Check each line of the entries below for the word "graph", and copy out the ones that have it.
Top of Input data
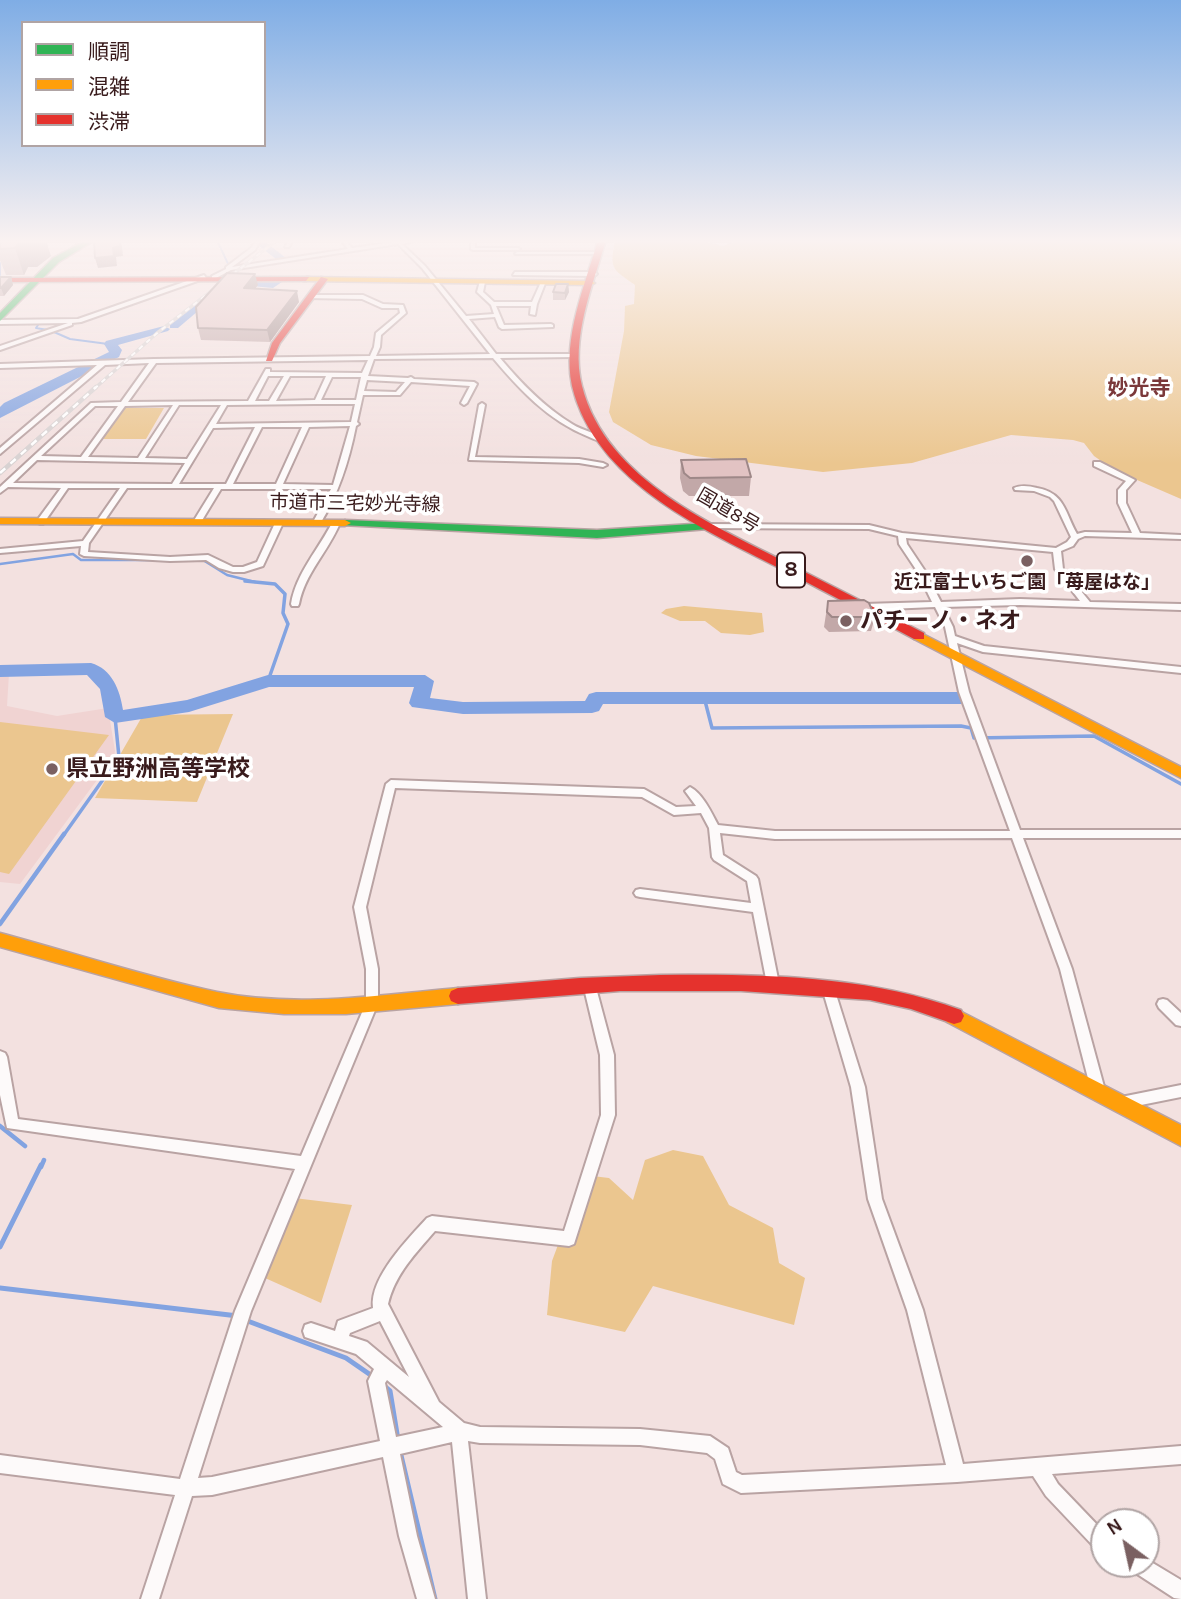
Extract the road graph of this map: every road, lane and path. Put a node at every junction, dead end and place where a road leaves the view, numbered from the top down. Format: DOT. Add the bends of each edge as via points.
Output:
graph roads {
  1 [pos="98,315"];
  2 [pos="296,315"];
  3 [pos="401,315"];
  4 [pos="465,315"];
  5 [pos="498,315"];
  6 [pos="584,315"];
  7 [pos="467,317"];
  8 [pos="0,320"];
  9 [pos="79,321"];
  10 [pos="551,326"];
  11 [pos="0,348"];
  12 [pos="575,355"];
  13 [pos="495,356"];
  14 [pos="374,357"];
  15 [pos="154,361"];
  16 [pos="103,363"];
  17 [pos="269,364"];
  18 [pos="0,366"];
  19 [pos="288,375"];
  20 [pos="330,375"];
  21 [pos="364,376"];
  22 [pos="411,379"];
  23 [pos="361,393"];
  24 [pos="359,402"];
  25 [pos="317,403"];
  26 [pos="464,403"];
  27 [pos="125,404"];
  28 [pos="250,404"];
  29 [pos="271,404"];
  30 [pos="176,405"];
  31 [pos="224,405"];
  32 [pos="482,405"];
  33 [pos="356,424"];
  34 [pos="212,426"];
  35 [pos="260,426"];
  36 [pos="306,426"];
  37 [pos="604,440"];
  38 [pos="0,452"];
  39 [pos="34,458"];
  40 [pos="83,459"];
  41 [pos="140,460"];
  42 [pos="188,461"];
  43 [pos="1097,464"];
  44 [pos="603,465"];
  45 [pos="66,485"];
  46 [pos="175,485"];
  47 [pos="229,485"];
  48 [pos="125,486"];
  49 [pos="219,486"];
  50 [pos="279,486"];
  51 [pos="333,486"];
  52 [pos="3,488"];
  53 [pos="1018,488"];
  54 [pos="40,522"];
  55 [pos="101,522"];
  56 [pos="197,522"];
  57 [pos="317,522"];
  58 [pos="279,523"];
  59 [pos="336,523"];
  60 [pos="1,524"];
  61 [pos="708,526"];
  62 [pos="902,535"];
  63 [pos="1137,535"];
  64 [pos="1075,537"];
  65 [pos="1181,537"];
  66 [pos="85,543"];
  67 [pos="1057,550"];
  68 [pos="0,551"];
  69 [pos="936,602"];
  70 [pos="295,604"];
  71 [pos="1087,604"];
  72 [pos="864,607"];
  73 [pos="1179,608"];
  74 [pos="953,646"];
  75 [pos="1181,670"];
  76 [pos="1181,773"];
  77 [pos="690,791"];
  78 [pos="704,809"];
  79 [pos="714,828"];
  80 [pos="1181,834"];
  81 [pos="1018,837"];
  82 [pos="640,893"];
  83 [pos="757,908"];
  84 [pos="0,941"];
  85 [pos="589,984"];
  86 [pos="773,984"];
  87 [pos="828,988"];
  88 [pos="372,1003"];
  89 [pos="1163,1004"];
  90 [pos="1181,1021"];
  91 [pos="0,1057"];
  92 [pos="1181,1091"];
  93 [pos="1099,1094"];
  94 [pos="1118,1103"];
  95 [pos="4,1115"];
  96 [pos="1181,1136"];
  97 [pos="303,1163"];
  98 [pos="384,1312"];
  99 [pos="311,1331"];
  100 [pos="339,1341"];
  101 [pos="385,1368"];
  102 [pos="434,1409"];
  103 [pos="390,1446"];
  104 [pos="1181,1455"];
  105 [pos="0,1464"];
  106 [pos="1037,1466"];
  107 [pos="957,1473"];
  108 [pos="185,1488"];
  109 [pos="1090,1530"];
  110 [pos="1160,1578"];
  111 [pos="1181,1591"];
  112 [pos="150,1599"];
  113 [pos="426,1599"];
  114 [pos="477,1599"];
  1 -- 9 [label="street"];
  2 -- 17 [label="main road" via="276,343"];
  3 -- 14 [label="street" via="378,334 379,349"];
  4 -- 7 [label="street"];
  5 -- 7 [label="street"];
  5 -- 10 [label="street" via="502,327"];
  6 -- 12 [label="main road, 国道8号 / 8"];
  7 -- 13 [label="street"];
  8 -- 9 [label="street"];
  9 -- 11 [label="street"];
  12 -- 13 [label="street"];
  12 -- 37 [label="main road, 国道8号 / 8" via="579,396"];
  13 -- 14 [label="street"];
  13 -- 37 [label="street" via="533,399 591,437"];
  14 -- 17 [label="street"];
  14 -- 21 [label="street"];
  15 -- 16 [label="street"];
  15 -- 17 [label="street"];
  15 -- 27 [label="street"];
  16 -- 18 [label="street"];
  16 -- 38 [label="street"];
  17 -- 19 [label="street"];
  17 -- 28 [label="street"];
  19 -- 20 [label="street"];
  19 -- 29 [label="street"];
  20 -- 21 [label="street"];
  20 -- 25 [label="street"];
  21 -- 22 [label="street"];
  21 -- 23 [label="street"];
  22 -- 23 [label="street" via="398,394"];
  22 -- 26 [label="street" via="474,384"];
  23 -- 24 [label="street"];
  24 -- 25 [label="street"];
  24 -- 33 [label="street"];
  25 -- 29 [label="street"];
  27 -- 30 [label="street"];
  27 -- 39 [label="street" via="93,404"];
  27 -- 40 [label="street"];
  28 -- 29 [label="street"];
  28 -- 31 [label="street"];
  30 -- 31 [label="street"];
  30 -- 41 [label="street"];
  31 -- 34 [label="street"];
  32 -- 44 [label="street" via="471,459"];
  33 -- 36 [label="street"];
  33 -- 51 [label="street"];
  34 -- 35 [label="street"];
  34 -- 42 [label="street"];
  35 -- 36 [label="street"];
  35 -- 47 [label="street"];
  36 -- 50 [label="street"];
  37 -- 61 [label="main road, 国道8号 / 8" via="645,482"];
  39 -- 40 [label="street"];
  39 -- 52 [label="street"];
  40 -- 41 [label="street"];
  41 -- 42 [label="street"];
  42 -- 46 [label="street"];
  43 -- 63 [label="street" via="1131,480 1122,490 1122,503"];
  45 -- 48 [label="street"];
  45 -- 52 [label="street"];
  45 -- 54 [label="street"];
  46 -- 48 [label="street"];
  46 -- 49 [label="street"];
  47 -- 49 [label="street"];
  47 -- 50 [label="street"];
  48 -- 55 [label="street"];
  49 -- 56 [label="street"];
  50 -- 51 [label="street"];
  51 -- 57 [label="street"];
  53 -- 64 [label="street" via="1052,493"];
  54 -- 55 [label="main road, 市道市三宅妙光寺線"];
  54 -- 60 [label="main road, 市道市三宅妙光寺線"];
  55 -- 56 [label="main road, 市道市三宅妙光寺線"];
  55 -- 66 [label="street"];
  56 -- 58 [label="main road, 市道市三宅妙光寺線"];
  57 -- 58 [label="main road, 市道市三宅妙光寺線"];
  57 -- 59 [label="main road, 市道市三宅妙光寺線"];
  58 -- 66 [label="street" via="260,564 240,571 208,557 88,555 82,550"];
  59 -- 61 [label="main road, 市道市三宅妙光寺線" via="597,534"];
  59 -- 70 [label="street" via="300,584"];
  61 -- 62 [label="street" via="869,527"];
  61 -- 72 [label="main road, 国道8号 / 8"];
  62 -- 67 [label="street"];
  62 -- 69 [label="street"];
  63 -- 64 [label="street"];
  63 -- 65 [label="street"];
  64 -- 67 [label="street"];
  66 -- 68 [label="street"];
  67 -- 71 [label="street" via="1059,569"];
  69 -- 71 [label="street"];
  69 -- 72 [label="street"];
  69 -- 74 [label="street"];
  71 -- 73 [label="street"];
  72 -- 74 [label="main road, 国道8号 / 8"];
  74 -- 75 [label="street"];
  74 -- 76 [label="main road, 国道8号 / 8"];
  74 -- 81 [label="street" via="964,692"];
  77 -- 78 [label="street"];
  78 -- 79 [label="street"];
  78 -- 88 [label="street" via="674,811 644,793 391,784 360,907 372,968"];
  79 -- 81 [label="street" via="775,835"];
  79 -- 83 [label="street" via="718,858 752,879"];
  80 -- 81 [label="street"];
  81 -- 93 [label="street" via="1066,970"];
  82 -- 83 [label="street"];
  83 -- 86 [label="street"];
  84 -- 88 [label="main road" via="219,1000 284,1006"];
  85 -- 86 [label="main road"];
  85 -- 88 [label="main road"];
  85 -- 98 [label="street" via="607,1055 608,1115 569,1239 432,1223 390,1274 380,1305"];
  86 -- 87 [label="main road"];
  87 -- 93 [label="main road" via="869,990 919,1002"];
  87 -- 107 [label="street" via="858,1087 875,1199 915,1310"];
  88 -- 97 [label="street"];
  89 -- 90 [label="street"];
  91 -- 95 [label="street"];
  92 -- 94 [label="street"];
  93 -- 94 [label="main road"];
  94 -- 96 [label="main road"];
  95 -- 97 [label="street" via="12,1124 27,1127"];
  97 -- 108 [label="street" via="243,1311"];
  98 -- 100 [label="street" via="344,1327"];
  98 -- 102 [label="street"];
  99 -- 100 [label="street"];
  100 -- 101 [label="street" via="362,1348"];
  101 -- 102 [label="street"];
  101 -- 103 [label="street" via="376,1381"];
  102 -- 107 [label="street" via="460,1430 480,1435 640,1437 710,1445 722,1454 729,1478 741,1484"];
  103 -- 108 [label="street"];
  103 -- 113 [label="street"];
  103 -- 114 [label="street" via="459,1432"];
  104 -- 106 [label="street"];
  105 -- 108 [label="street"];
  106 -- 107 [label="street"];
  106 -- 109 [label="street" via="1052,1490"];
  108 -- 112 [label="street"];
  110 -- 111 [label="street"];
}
Bottom of Input data
**Result for this exercise**
Extract the road graph of this map: every road, lane and path. Put a node at every junction, dead end and place where a road leaves the view, numbered from the top down. Format: DOT. Add the bends of each edge as via points.
graph roads {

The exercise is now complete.